── Data to use ──
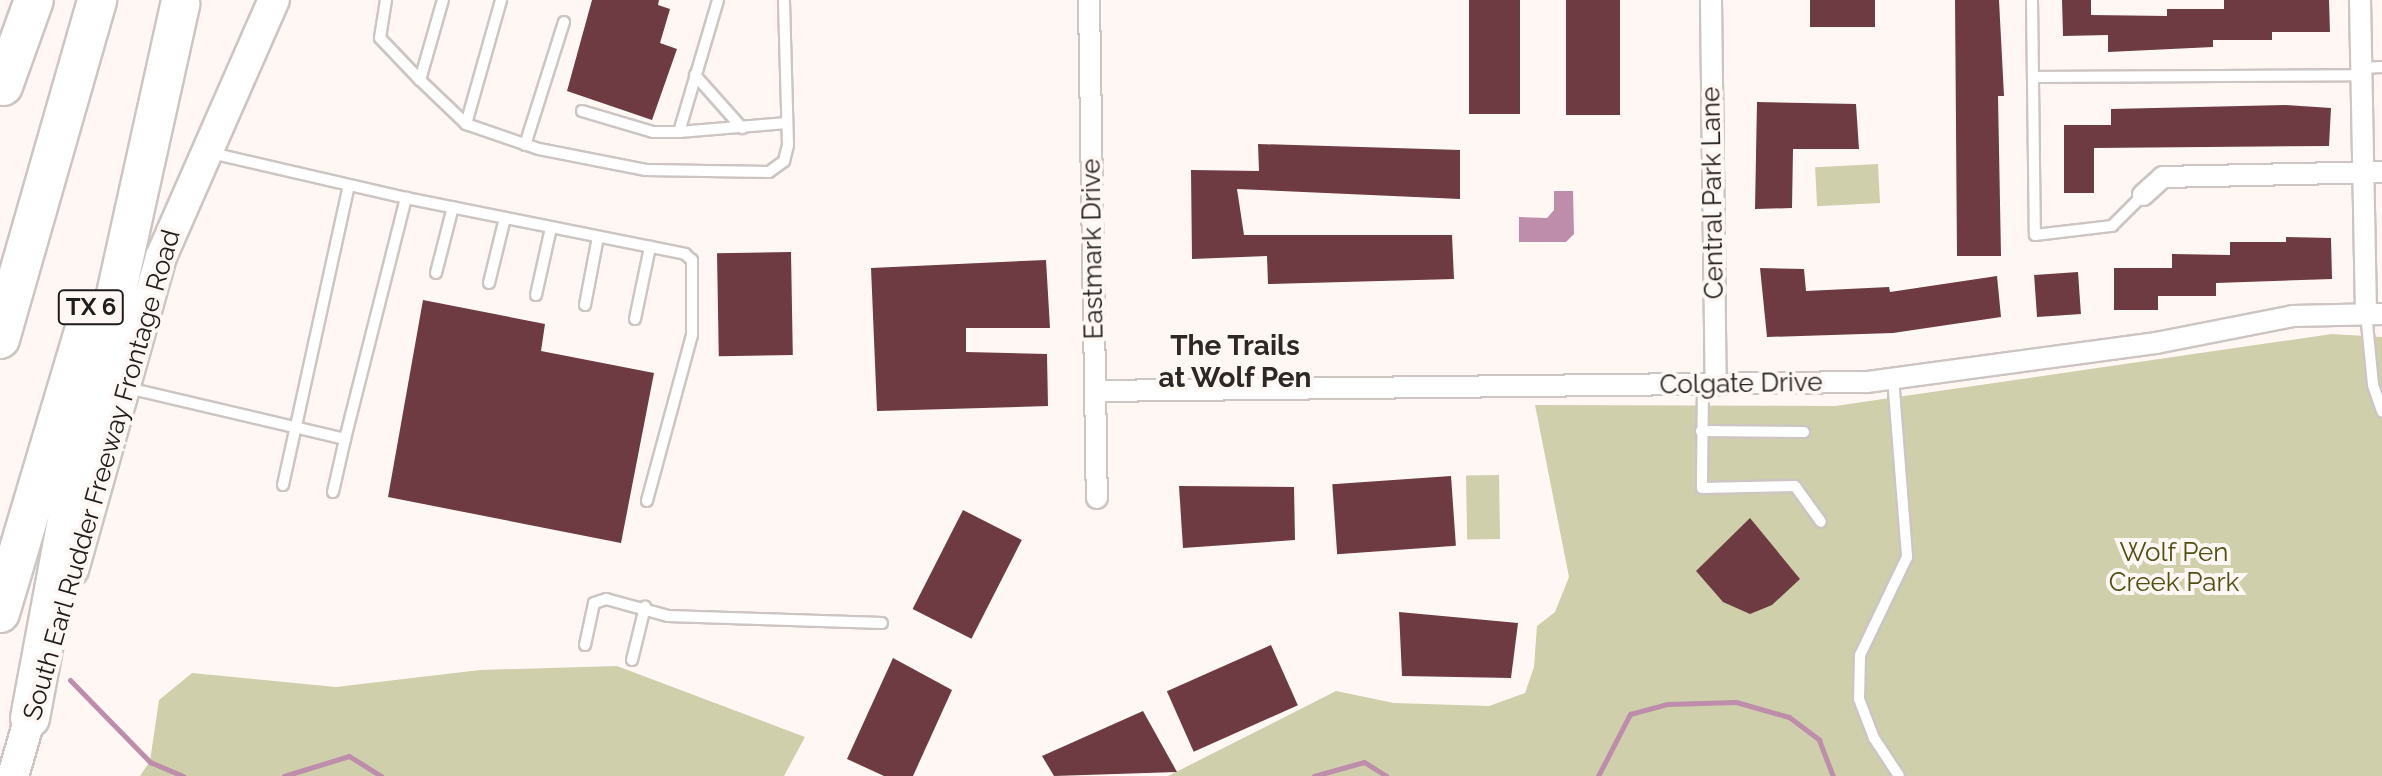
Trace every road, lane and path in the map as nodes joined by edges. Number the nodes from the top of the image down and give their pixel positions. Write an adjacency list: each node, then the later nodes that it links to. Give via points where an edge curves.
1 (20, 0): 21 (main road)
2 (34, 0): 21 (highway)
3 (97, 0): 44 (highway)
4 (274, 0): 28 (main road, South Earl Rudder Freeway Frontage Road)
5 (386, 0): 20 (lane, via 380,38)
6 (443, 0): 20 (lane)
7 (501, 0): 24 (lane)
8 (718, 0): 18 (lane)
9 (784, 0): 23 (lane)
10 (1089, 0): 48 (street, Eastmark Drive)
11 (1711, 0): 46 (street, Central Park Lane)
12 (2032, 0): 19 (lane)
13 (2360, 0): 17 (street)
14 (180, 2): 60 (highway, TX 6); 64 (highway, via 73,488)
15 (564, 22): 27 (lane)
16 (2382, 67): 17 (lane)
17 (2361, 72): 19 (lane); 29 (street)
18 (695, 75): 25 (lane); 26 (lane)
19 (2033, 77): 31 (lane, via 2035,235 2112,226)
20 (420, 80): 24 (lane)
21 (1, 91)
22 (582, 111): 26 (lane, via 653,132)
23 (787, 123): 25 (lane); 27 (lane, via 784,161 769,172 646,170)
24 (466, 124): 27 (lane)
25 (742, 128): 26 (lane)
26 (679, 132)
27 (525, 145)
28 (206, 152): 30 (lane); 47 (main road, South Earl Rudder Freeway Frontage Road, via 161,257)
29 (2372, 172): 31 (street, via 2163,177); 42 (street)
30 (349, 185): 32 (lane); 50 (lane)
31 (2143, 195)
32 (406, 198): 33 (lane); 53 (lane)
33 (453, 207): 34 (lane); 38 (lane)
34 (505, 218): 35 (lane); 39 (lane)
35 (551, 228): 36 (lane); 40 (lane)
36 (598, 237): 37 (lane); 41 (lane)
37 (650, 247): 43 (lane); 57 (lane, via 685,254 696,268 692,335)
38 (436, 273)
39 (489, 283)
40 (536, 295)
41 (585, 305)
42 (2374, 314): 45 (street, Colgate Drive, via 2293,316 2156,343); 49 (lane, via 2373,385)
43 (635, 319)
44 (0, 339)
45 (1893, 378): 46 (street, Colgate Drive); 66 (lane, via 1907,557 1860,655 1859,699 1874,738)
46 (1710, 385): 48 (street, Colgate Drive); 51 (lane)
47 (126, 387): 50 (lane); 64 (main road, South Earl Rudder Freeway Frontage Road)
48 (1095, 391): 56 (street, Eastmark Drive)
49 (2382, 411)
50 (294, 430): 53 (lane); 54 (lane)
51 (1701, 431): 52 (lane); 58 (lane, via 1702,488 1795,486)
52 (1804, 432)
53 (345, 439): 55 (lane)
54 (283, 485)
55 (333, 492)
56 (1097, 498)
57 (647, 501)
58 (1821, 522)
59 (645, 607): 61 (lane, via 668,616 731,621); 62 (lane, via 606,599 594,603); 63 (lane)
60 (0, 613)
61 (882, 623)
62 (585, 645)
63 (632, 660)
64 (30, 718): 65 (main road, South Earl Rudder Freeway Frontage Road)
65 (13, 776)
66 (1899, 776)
───
▸ Work required: Among the lines above, find the ones containing "road" and copy them.

▸ Finished exercise:
Trace every road, lane and path in the map as nodes joined by edges. Number the nodes from the top of the image down and give their pixel positions. Write an adjacency list: each node, then the later nodes that it links to. Give via points where an edge curves.
1 (20, 0): 21 (main road)
4 (274, 0): 28 (main road, South Earl Rudder Freeway Frontage Road)
28 (206, 152): 30 (lane); 47 (main road, South Earl Rudder Freeway Frontage Road, via 161,257)
47 (126, 387): 50 (lane); 64 (main road, South Earl Rudder Freeway Frontage Road)
64 (30, 718): 65 (main road, South Earl Rudder Freeway Frontage Road)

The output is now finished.